I know that this is a Photoshop blog, but you have to get the images to Photoshop somehow. For those looking at adding Premiere Pro CS3 to their labs, or for those who have it already, Dave Helmly showed off an outstanding collaboration tool that's built into the program. It's called Adobe Clip Notes.
If you are working with someone across town, or across the country, how do you get a video clip to them? How can they sit down and identify which frames to pull and work on without being there next to you? Adobe Clip Notes. Sure it's been around for a little while, but did you know it was there? Did you realise how much time it could save you? Let's take a look at how easy it is to use this powerful tool.

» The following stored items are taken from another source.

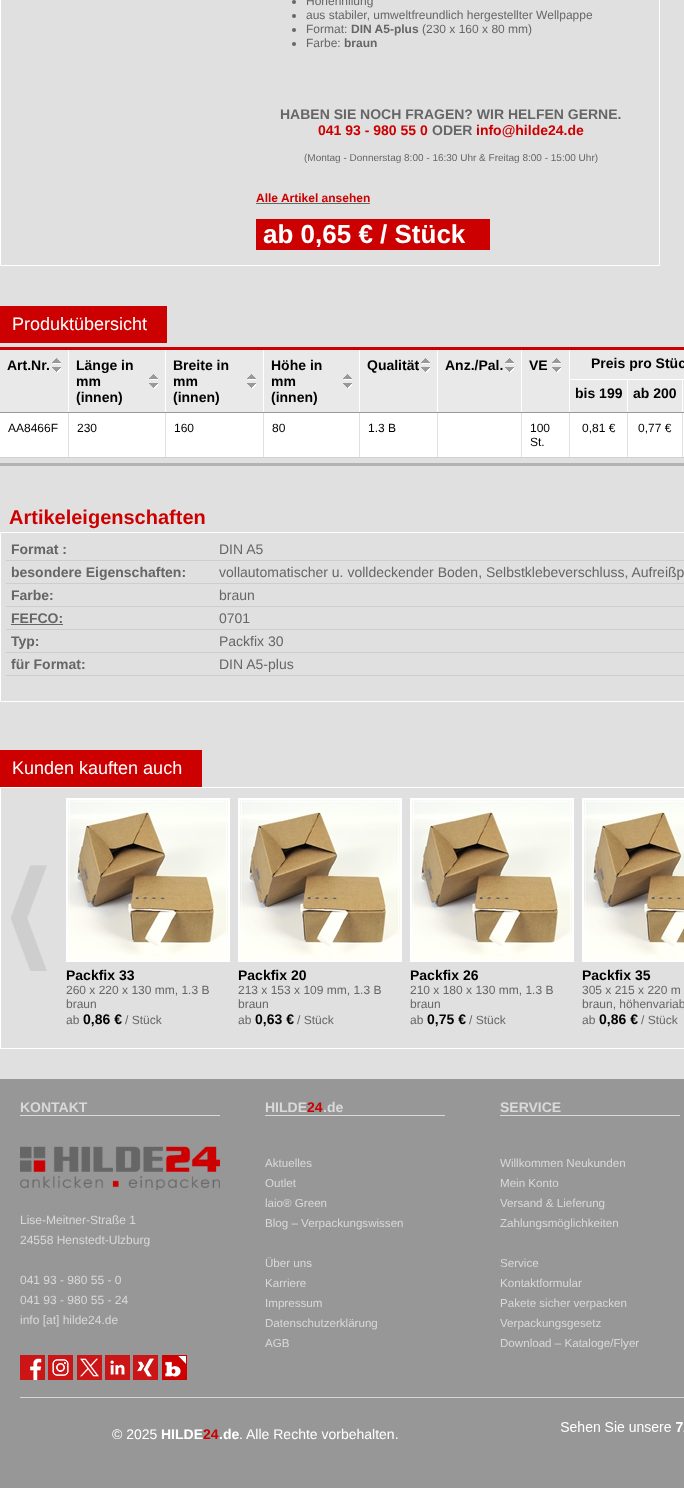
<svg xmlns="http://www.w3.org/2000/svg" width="684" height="1488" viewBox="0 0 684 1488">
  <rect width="100%" height="100%" fill="#e0e0e0"/>
  <path d="M0.5 -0.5h659v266H0.5z" fill="none" stroke="#fff"/>
  <circle cx="294" cy="2" r="2" fill="#666"/>
  <circle cx="294" cy="16" r="2" fill="#666"/>
  <circle cx="294" cy="30" r="2" fill="#666"/>
  <circle cx="294" cy="44" r="2" fill="#666"/>
  <path d="M256 203h114v1H256z" fill="#666"/>
  <path d="M256 219h234v31H256z" fill="#c00"/>
  <path d="M0 306h167v37H0z" fill="#c00"/>
  <path d="M0 347h684v3H0z" fill="#c00"/>
  <path d="M0 463h684v3H0z" fill="#b3b3b3"/>
  <path d="M0 350h68v62H0z" fill="#e9e9e9"/>
  <path d="M683 380h1v33H683z" fill="#e9e9e9"/>
  <path d="M0 413h684v44H0z" fill="#fff"/>
  <path d="M682 457h2v1H682z" fill="#d1d1d1"/>
  <path d="M682 412h1v46H682z" fill="#e0e0e0"/>
  <path d="M682 412h2v1H682z" fill="#999"/>
  <path d="M682 379h1v34H682z" fill="#fff"/>
  <path d="M627 457h56v1H627z" fill="#d1d1d1"/>
  <path d="M627 412h1v46H627z" fill="#e0e0e0"/>
  <path d="M627 412h56v1H627z" fill="#999"/>
  <path d="M627 379h1v34H627z" fill="#fff"/>
  <path d="M569 379h115v1H569z" fill="#fff"/>
  <path d="M569 457h59v1H569z" fill="#d1d1d1"/>
  <path d="M569 412h1v46H569z" fill="#e0e0e0"/>
  <path d="M569 412h59v1H569z" fill="#999"/>
  <path d="M569 350h1v63H569z" fill="#fff"/>
  <path d="M521 457h49v1H521z" fill="#d1d1d1"/>
  <path d="M521 412h1v46H521z" fill="#e0e0e0"/>
  <path d="M521 412h49v1H521z" fill="#999"/>
  <path d="M521 350h1v63H521z" fill="#fff"/>
  <path d="M437 457h85v1H437z" fill="#d1d1d1"/>
  <path d="M437 412h1v46H437z" fill="#e0e0e0"/>
  <path d="M437 412h85v1H437z" fill="#999"/>
  <path d="M437 350h1v63H437z" fill="#fff"/>
  <path d="M359 457h79v1H359z" fill="#d1d1d1"/>
  <path d="M359 412h1v46H359z" fill="#e0e0e0"/>
  <path d="M359 412h79v1H359z" fill="#999"/>
  <path d="M359 350h1v63H359z" fill="#fff"/>
  <path d="M263 457h97v1H263z" fill="#d1d1d1"/>
  <path d="M263 412h1v46H263z" fill="#e0e0e0"/>
  <path d="M263 412h97v1H263z" fill="#999"/>
  <path d="M263 350h1v63H263z" fill="#fff"/>
  <path d="M165 457h99v1H165z" fill="#d1d1d1"/>
  <path d="M165 412h1v46H165z" fill="#e0e0e0"/>
  <path d="M165 412h99v1H165z" fill="#999"/>
  <path d="M165 350h1v63H165z" fill="#fff"/>
  <path d="M68 457h98v1H68z" fill="#d1d1d1"/>
  <path d="M68 412h1v46H68z" fill="#e0e0e0"/>
  <path d="M68 412h98v1H68z" fill="#999"/>
  <path d="M68 350h1v63H68z" fill="#fff"/>
  <path d="M0 412h69v1H0z" fill="#999"/>
  <image x="52" y="358" width="9" height="6" href="img/1.png"/>
  <image x="52" y="367" width="9" height="6" href="img/2.png"/>
  <path d="M69 350h96v62H69z" fill="#e9e9e9"/>
  <image x="149" y="374" width="9" height="6" href="img/1.png"/>
  <image x="149" y="383" width="9" height="6" href="img/2.png"/>
  <path d="M166 350h97v62H166z" fill="#e9e9e9"/>
  <image x="247" y="374" width="9" height="6" href="img/1.png"/>
  <image x="247" y="383" width="9" height="6" href="img/2.png"/>
  <path d="M264 350h95v62H264z" fill="#e9e9e9"/>
  <image x="343" y="374" width="9" height="6" href="img/1.png"/>
  <image x="343" y="383" width="9" height="6" href="img/2.png"/>
  <path d="M360 350h77v62H360z" fill="#e9e9e9"/>
  <image x="421" y="358" width="9" height="6" href="img/1.png"/>
  <image x="421" y="367" width="9" height="6" href="img/2.png"/>
  <path d="M438 350h83v62H438z" fill="#e9e9e9"/>
  <image x="505" y="358" width="9" height="6" href="img/1.png"/>
  <image x="505" y="367" width="9" height="6" href="img/2.png"/>
  <path d="M522 350h47v62H522z" fill="#e9e9e9"/>
  <image x="552" y="358" width="9" height="6" href="img/1.png"/>
  <image x="552" y="367" width="9" height="6" href="img/2.png"/>
  <path d="M570 350h114v29H570z" fill="#e9e9e9"/>
  <path d="M570 380h57v32H570z" fill="#e9e9e9"/>
  <path d="M628 380h54v32H628z" fill="#e9e9e9"/>
  <path d="M0 457h69v1H0z" fill="#d1d1d1"/>
  <path d="M0.5 532.5h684v169H0.5z" fill="none" stroke="#fff"/>
  <path d="M6 560h678v1H6z" fill="#cecece"/>
  <path d="M6 583h678v1H6z" fill="#cecece"/>
  <path d="M6 606h678v1H6z" fill="#cecece"/>
  <path d="M11 624h52v1H11z" fill="#666"/>
  <path d="M6 629h678v1H6z" fill="#cecece"/>
  <path d="M6 652h678v1H6z" fill="#cecece"/>
  <path d="M6 675h678v1H6z" fill="#cecece"/>
  <path d="M0 750h202v37H0z" fill="#c00"/>
  <path d="M0.5 787.5h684v261H0.5z" fill="none" stroke="#fff"/>
  <image x="11" y="865" width="36" height="106" href="img/3.png"/>
  <path d="M67 799h162v162H67z" fill="none" stroke="#fff" stroke-width="2"/>
  <image x="68" y="800" width="160" height="160" href="img/4.png"/>
  <path d="M239 799h162v162H239z" fill="none" stroke="#fff" stroke-width="2"/>
  <image x="240" y="800" width="160" height="160" href="img/4.png"/>
  <path d="M411 799h162v162H411z" fill="none" stroke="#fff" stroke-width="2"/>
  <image x="412" y="800" width="160" height="160" href="img/4.png"/>
  <path d="M583 799h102v162H583z" fill="none" stroke="#fff" stroke-width="2"/>
  <image x="584" y="800" width="100" height="160" href="img/5.png"/>
  <path d="M0 1079h684v409H0z" fill="#979797"/>
  <path d="M20 1115h200v1H20z" fill="#d9d9d9"/>
  <image x="20" y="1146" width="200" height="44" href="img/6.png"/>
  <image x="20" y="1355" width="25" height="25" href="img/7.png"/>
  <image x="48" y="1355" width="25" height="25" href="img/8.png"/>
  <image x="77" y="1355" width="25" height="25" href="img/9.png"/>
  <image x="105" y="1355" width="25" height="25" href="img/10.png"/>
  <image x="133" y="1355" width="25" height="25" href="img/11.png"/>
  <image x="162" y="1355" width="25" height="25" href="img/12.png"/>
  <path d="M265 1115h180v1H265z" fill="#d9d9d9"/>
  <path d="M500 1115h180v1H500z" fill="#d9d9d9"/>
  <path d="M20 1397h664v1H20z" fill="#d6d6d6"/>
  <image x="561" y="1421" width="123" height="11" href="img/13.png"/>
  <g font-family="Liberation Sans" font-size="12" fill="#666">
    <text x="306" y="5">Höhenrillung</text>
    <text x="306" y="19">aus stabiler, umweltfreundlich hergestellter Wellpappe</text>
    <text x="306" y="33">Format:</text>
  </g>
  <text x="351" y="33" font-family="Liberation Sans" font-size="12" font-weight="bold" fill="#666">DIN A5-plus</text>
  <g font-family="Liberation Sans" font-size="12" fill="#666">
    <text x="422" y="33">(230 x 160 x 80 mm)</text>
    <text x="306" y="47">Farbe:</text>
  </g>
  <text x="344" y="47" font-family="Liberation Sans" font-size="12" font-weight="bold" fill="#666">braun</text>
  <text x="280" y="119" font-family="Liberation Sans" font-size="14" font-weight="bold" fill="#666">HABEN SIE NOCH FRAGEN? WIR HELFEN GERNE.</text>
  <text x="318" y="135" font-family="Liberation Sans" font-size="14" font-weight="bold" fill="#c00">041 93 - 980 55 0</text>
  <text x="432" y="135" font-family="Liberation Sans" font-size="14" font-weight="bold" fill="#666">ODER</text>
  <text x="476" y="135" font-family="Liberation Sans" font-size="14" font-weight="bold" fill="#c00">info@hilde24.de</text>
  <text x="304" y="161" font-family="Liberation Sans" font-size="10" fill="#666">(Montag - Donnerstag 8:00 - 16:30 Uhr &amp; Freitag 8:00 - 15:00 Uhr)</text>
  <text x="256" y="202" font-family="Liberation Sans" font-size="12" font-weight="bold" fill="#c00">Alle Artikel ansehen</text>
  <text x="263" y="243" font-family="Liberation Sans" font-size="26" font-weight="bold" fill="#fff">ab 0,65 € / Stück</text>
  <text x="12" y="330" font-family="Liberation Sans" font-size="18" fill="#fff">Produktübersicht</text>
  <g font-family="Liberation Sans" font-size="14" font-weight="bold" fill="#000">
    <text x="7" y="370">Art.Nr.</text>
    <text x="76" y="370">Länge in</text>
    <text x="76" y="386">mm</text>
    <text x="76" y="402">(innen)</text>
    <text x="173" y="370">Breite in</text>
    <text x="173" y="386">mm</text>
    <text x="173" y="402">(innen)</text>
    <text x="271" y="370">Höhe in</text>
    <text x="271" y="386">mm</text>
    <text x="271" y="402">(innen)</text>
    <text x="367" y="370">Qualität</text>
    <text x="445" y="370">Anz./Pal.</text>
    <text x="529" y="370">VE</text>
    <text x="591" y="368">Preis pro Stüc</text>
    <text x="575" y="398">bis 199</text>
    <text x="633" y="398">ab 200</text>
  </g>
  <g font-family="Liberation Sans" font-size="12" fill="#000">
    <text x="8" y="432">AA8466F</text>
    <text x="77" y="432">230</text>
    <text x="174" y="432">160</text>
    <text x="272" y="432">80</text>
    <text x="368" y="432">1.3 B</text>
    <text x="530" y="432">100</text>
    <text x="530" y="446">St.</text>
    <text x="582" y="432">0,81 €</text>
    <text x="638" y="432">0,77 €</text>
  </g>
  <text x="9" y="524" font-family="Liberation Sans" font-size="20" font-weight="bold" fill="#c00">Artikeleigenschaften</text>
  <text x="11" y="554" font-family="Liberation Sans" font-size="14" font-weight="bold" fill="#666">Format :</text>
  <text x="219" y="554" font-family="Liberation Sans" font-size="14" fill="#666">DIN A5</text>
  <text x="11" y="577" font-family="Liberation Sans" font-size="14" font-weight="bold" fill="#666">besondere Eigenschaften:</text>
  <text x="219" y="577" font-family="Liberation Sans" font-size="14" fill="#666">vollautomatischer u. volldeckender Boden, Selbstklebeverschluss, Aufreißp</text>
  <text x="11" y="600" font-family="Liberation Sans" font-size="14" font-weight="bold" fill="#666">Farbe:</text>
  <text x="219" y="600" font-family="Liberation Sans" font-size="14" fill="#666">braun</text>
  <text x="11" y="623" font-family="Liberation Sans" font-size="14" font-weight="bold" fill="#666">FEFCO:</text>
  <text x="219" y="623" font-family="Liberation Sans" font-size="14" fill="#666">0701</text>
  <text x="11" y="646" font-family="Liberation Sans" font-size="14" font-weight="bold" fill="#666">Typ:</text>
  <text x="219" y="646" font-family="Liberation Sans" font-size="14" fill="#666">Packfix 30</text>
  <text x="11" y="669" font-family="Liberation Sans" font-size="14" font-weight="bold" fill="#666">für Format:</text>
  <text x="219" y="669" font-family="Liberation Sans" font-size="14" fill="#666">DIN A5-plus</text>
  <text x="12" y="774" font-family="Liberation Sans" font-size="18" fill="#fff">Kunden kauften auch</text>
  <text x="66" y="980" font-family="Liberation Sans" font-size="14" font-weight="bold" fill="#000">Packfix 33</text>
  <g font-family="Liberation Sans" font-size="12" fill="#666">
    <text x="66" y="994">260 x 220 x 130 mm, 1.3 B</text>
    <text x="66" y="1008">braun</text>
    <text x="66" y="1024">ab</text>
  </g>
  <text x="83" y="1024" font-family="Liberation Sans" font-size="14" font-weight="bold" fill="#000">0,86 €</text>
  <text x="125" y="1024" font-family="Liberation Sans" font-size="12" fill="#666">/ Stück</text>
  <text x="238" y="980" font-family="Liberation Sans" font-size="14" font-weight="bold" fill="#000">Packfix 20</text>
  <g font-family="Liberation Sans" font-size="12" fill="#666">
    <text x="238" y="994">213 x 153 x 109 mm, 1.3 B</text>
    <text x="238" y="1008">braun</text>
    <text x="238" y="1024">ab</text>
  </g>
  <text x="255" y="1024" font-family="Liberation Sans" font-size="14" font-weight="bold" fill="#000">0,63 €</text>
  <text x="297" y="1024" font-family="Liberation Sans" font-size="12" fill="#666">/ Stück</text>
  <text x="410" y="980" font-family="Liberation Sans" font-size="14" font-weight="bold" fill="#000">Packfix 26</text>
  <g font-family="Liberation Sans" font-size="12" fill="#666">
    <text x="410" y="994">210 x 180 x 130 mm, 1.3 B</text>
    <text x="410" y="1008">braun</text>
    <text x="410" y="1024">ab</text>
  </g>
  <text x="427" y="1024" font-family="Liberation Sans" font-size="14" font-weight="bold" fill="#000">0,75 €</text>
  <text x="469" y="1024" font-family="Liberation Sans" font-size="12" fill="#666">/ Stück</text>
  <text x="582" y="980" font-family="Liberation Sans" font-size="14" font-weight="bold" fill="#000">Packfix 35</text>
  <g font-family="Liberation Sans" font-size="12" fill="#666">
    <text x="582" y="994">305 x 215 x 220 m</text>
    <text x="582" y="1008">braun, höhenvariab</text>
    <text x="582" y="1024">ab</text>
  </g>
  <text x="599" y="1024" font-family="Liberation Sans" font-size="14" font-weight="bold" fill="#000">0,86 €</text>
  <text x="641" y="1024" font-family="Liberation Sans" font-size="12" fill="#666">/ Stück</text>
  <text x="20" y="1112" font-family="Liberation Sans" font-size="14" font-weight="bold" fill="#d9d9d9">KONTAKT</text>
  <g font-family="Liberation Sans" font-size="12" fill="#d9d9d9">
    <text x="20" y="1224">Lise-Meitner-Straße 1</text>
    <text x="20" y="1244">24558 Henstedt-Ulzburg</text>
    <text x="20" y="1284">041 93 - 980 55 - 0</text>
    <text x="20" y="1304">041 93 - 980 55 - 24</text>
    <text x="20" y="1324">info [at] hilde24.de</text>
  </g>
  <text x="265" y="1112" font-family="Liberation Sans" font-size="14" font-weight="bold" fill="#d9d9d9">HILDE</text>
  <text x="307" y="1112" font-family="Liberation Sans" font-size="14" font-weight="bold" fill="#c00">24</text>
  <text x="323" y="1112" font-family="Liberation Sans" font-size="14" font-weight="bold" fill="#d9d9d9">.de</text>
  <g font-family="Liberation Sans" font-size="11.6" fill="#d9d9d9">
    <text x="265" y="1167">Aktuelles</text>
    <text x="265" y="1187">Outlet</text>
    <text x="265" y="1207">laio® Green</text>
    <text x="265" y="1227">Blog – Verpackungswissen</text>
    <text x="265" y="1267">Über uns</text>
    <text x="265" y="1287">Karriere</text>
    <text x="265" y="1307">Impressum</text>
    <text x="265" y="1327">Datenschutzerklärung</text>
    <text x="265" y="1347">AGB</text>
  </g>
  <text x="500" y="1112" font-family="Liberation Sans" font-size="14" font-weight="bold" fill="#d9d9d9">SERVICE</text>
  <g font-family="Liberation Sans" font-size="11.6" fill="#d9d9d9">
    <text x="500" y="1167">Willkommen Neukunden</text>
    <text x="500" y="1187">Mein Konto</text>
    <text x="500" y="1207">Versand &amp; Lieferung</text>
    <text x="500" y="1227">Zahlungsmöglichkeiten</text>
    <text x="500" y="1267">Service</text>
    <text x="500" y="1287">Kontaktformular</text>
    <text x="500" y="1307">Pakete sicher verpacken</text>
    <text x="500" y="1327">Verpackungsgesetz</text>
    <text x="500" y="1347">Download – Kataloge/Flyer</text>
  </g>
  <text x="112" y="1439" font-family="Liberation Sans" font-size="14" fill="#fff">© 2025</text>
  <text x="161" y="1439" font-family="Liberation Sans" font-size="14" font-weight="bold" fill="#fff">HILDE</text>
  <text x="203" y="1439" font-family="Liberation Sans" font-size="14" font-weight="bold" fill="#c00">24</text>
  <text x="219" y="1439" font-family="Liberation Sans" font-size="14" font-weight="bold" fill="#fff">.de</text>
  <text x="239" y="1439" font-family="Liberation Sans" font-size="14" fill="#fff">. Alle Rechte vorbehalten.</text>
</svg>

When you've finished your work in Premiere and are ready for your colleague's input, click on File>Export>Adobe Clip Notes. It'll bring up the Export Settings dialog box. From here, you can choose to add a password and secure the document - or leave the password field blank. Really, just enter your e-mail address and click OK. Now, the feedback will be directed to your mailbox.
The program packages up the video clip into a standard Acrobat file, a file that anyone can use with the standard free Acrobat Reader (hopefully you'll have Acrobat Pro). The person reviewing the file can enter his/her name in the Reviewer Name field to help you track who wants what frames. Then, they simply play the video. When they come to a point where they want a frame, they can press the pause button. The time code is entered automatically in the notes field and the Reviewer can enter some descriptive text.
When they are finished, they just have to press the Save and Export buttons. Their e-mail program is launched and the exported data file is attached to a message addressed to you. When you receive the XFDF file, save it in the folder containing the original Clip Notes file. Then, double click it. You see the Reviewer's notes - giving you instructions on which frames to export to still images. You can then work on the images in Photoshop - as usual.
This little gem has been hiding under our nose for a while. Premiere Pro users, check it out. You'll quickly see ways to utilise this handy little tool. If you are looking to buy Premier - this is just one more reason to add to your list.